Clan of the Eagle's Eye
Lone Wolf
Red Hawk
Arrowfire
Red Thunder
Deerfoot


This seemed a pathetic testimony that not even the city streets can quench the Fenimore Cooper tradition among American youth. And, oddly enough, below this roster of braves some learned infant had written in Greek letters, "Harry a dam fool." Evidently some challenge to a rival tribe.

Twenty-second street north of Ridge avenue is a quiet stretch of red brick, with occasional outcroppings of pale yellow-green stone. At the noon hour it is a cascade of children, tumbling out of the Joseph Singerly Public School. Happily for those juveniles, there is one of the best tuck shops in Philadelphia at the corner of Columbia avenue. It is worth a long journey to taste their cinnamon buns. And in the block just behind the school, at 1929 North Twenty-second, there is a little three-story yellow-green house with a large bay window, which gives Whitman lovers a thrill. That little house is associated with one of the most poignant and curious romances in the story of American letters. For it was here that Mrs. Anne Gilchrist and her children came in September, 1876, and lived until the spring of 1878. Mrs.

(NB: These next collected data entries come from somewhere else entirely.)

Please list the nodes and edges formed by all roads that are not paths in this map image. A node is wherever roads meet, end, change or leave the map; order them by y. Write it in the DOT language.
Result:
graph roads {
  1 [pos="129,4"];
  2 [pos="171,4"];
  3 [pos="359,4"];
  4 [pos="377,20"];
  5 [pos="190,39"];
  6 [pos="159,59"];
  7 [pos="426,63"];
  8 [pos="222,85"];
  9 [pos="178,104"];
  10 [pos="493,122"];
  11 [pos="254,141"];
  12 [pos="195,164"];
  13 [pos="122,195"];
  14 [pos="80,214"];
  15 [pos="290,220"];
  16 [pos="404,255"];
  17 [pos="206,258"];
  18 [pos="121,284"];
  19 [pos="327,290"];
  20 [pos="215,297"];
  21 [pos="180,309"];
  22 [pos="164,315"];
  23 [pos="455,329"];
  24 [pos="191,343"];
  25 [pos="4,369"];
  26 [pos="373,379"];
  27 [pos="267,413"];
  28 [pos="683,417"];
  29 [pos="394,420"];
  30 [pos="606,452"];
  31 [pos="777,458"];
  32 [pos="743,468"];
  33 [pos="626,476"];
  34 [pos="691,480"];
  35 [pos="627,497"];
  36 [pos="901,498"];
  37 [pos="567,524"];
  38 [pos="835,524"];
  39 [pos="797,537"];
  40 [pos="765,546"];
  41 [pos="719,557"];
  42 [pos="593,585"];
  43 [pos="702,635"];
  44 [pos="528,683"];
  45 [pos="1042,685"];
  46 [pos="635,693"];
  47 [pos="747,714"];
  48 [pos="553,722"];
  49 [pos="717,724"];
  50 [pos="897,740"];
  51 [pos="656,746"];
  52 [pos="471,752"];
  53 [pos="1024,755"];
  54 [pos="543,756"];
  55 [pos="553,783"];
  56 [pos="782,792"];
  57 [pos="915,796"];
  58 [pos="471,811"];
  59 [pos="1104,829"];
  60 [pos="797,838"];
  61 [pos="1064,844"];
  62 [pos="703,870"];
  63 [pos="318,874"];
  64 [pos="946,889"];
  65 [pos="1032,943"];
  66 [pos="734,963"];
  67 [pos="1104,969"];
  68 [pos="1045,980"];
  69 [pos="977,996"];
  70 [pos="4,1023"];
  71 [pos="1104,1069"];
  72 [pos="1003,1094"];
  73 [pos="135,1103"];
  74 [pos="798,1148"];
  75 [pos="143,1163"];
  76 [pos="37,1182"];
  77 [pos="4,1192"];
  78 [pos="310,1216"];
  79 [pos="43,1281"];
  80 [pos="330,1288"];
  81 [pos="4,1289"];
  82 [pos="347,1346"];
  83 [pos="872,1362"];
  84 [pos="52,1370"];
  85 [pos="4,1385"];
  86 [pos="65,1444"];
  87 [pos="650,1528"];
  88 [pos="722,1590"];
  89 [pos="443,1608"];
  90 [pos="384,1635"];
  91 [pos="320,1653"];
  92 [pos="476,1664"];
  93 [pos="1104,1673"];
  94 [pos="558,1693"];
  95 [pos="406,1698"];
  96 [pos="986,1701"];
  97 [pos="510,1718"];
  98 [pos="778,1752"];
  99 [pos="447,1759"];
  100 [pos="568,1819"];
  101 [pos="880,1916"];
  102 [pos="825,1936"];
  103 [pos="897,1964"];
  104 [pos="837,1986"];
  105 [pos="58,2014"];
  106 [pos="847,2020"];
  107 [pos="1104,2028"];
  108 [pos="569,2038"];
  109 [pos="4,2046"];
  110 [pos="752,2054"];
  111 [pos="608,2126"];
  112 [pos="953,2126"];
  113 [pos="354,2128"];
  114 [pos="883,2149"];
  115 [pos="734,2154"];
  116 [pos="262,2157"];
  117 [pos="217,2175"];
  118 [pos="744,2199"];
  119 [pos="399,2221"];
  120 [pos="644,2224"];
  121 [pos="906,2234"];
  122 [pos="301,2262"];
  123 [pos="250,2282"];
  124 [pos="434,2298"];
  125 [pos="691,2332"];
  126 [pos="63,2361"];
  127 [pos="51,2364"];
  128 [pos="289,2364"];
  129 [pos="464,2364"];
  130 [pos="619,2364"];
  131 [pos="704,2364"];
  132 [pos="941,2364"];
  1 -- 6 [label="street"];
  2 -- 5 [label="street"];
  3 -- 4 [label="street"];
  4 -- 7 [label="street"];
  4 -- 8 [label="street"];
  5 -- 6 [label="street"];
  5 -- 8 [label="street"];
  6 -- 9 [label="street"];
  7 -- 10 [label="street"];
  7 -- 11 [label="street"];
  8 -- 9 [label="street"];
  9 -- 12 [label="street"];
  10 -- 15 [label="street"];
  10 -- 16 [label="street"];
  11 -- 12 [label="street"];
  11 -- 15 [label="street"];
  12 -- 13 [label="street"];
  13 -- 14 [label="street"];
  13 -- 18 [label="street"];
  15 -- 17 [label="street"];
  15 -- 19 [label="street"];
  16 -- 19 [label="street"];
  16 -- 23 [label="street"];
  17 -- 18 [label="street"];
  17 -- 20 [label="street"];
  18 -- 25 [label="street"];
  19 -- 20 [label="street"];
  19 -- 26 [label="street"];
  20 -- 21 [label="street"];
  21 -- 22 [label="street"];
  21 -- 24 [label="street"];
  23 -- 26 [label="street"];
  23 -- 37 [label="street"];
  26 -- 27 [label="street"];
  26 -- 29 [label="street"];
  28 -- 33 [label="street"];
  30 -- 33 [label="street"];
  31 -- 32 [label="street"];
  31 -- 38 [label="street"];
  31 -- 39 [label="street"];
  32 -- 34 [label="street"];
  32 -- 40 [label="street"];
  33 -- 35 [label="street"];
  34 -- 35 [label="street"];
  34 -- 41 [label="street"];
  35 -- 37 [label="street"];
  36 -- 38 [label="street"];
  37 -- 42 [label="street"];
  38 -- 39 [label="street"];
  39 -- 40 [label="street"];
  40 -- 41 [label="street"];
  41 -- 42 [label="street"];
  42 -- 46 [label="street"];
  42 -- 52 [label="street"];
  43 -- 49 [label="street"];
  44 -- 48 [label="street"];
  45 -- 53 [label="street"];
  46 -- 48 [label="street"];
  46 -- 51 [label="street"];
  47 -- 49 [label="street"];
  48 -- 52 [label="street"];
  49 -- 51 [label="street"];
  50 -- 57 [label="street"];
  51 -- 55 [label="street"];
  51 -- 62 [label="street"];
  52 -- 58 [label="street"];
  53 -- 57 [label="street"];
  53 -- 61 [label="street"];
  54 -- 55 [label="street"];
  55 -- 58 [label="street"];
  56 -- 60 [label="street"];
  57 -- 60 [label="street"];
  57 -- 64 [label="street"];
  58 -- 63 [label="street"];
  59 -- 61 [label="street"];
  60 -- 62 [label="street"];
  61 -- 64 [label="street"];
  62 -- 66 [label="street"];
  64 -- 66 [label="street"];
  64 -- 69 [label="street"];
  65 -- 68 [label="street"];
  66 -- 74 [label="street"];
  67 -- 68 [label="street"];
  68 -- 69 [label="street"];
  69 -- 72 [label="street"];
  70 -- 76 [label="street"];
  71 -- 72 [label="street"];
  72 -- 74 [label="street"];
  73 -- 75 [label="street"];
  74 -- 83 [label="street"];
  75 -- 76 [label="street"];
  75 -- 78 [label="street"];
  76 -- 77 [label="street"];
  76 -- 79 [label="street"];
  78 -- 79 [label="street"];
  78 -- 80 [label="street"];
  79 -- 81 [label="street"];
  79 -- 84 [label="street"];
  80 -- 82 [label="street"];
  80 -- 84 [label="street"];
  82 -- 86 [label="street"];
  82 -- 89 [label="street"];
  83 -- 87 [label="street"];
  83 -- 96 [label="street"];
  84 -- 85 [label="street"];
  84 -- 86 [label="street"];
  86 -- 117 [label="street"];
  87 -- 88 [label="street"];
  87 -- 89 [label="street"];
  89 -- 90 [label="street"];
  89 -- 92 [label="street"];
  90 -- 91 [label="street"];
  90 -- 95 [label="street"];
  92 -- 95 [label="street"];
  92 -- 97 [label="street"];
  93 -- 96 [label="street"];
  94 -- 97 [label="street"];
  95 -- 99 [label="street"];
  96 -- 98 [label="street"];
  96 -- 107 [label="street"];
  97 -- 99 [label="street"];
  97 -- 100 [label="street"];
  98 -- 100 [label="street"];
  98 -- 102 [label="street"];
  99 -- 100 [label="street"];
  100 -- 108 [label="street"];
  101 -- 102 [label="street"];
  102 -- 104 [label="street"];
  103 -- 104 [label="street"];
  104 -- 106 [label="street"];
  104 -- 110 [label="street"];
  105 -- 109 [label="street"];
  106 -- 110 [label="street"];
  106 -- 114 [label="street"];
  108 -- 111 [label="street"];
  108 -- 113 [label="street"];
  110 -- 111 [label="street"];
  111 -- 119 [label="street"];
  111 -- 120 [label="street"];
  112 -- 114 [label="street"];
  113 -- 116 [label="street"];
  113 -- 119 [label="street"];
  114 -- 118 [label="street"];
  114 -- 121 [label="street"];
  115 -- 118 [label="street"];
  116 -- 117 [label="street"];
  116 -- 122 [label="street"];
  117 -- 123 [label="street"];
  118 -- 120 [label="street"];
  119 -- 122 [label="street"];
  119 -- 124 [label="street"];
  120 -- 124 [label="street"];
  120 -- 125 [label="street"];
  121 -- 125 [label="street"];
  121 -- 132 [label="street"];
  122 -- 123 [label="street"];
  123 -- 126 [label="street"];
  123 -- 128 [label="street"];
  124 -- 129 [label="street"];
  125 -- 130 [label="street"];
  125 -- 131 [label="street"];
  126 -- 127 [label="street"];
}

Gilchrist, a noble and talented English woman, whose husband had died in 1861, fell passionately in love with Walt after reading "Leaves of Grass." Her letters to Walt, which were published recently by Thomas Harned, are among the most searchingly beautiful expressions of human attachment. After Whitman's paralytic stroke Anne Gilchrist insisted on coming from London to Philadelphia to be near the poet and help him in any way she could; and to this little house on Twenty-second street Walt used to go day after day to take tea with her and her children. Walt had tried earnestly to dissuade her from coming to America, and his few letters to her seem a curiously enigmatic reply to her devotion. Perhaps, as Mr. Harned implies, his heart was engaged elsewhere. At any rate, his conduct in this delicate affair seems sufficient proof of what has sometimes been doubted, that he was at heart a gentleman—a banal word, but we have no other.

The present occupant of the house is Mrs. Alexander Wellner, who was kind enough to grant me a few minutes' talk. She has lived in the house only a year, and did not know of its Whitman association. The street can hardly have changed much—save for the new public school building—since Centennial days. The gardens behind the houses are a mass of green shrubbery, and in a neighboring yard stands an immense tree in full leaf. Perhaps Walt and his good friends may have sat out there for tea on warm afternoons forty-two years ago. But it seems a long way from Camden!

As I came away, thinking of that romantic and sad episode in the lives of two who were greatly worthy of each other, the corner of my eye was caught by a large poster. In a random flash of vision I misread it in accordance with my thoughts. THE GOOD GRAY POET, it seemed to say. For an instant I accepted this as natural. Then, returning to my senses, I retraced my steps to look at it again. THAT GOOD GULF GASOLINE!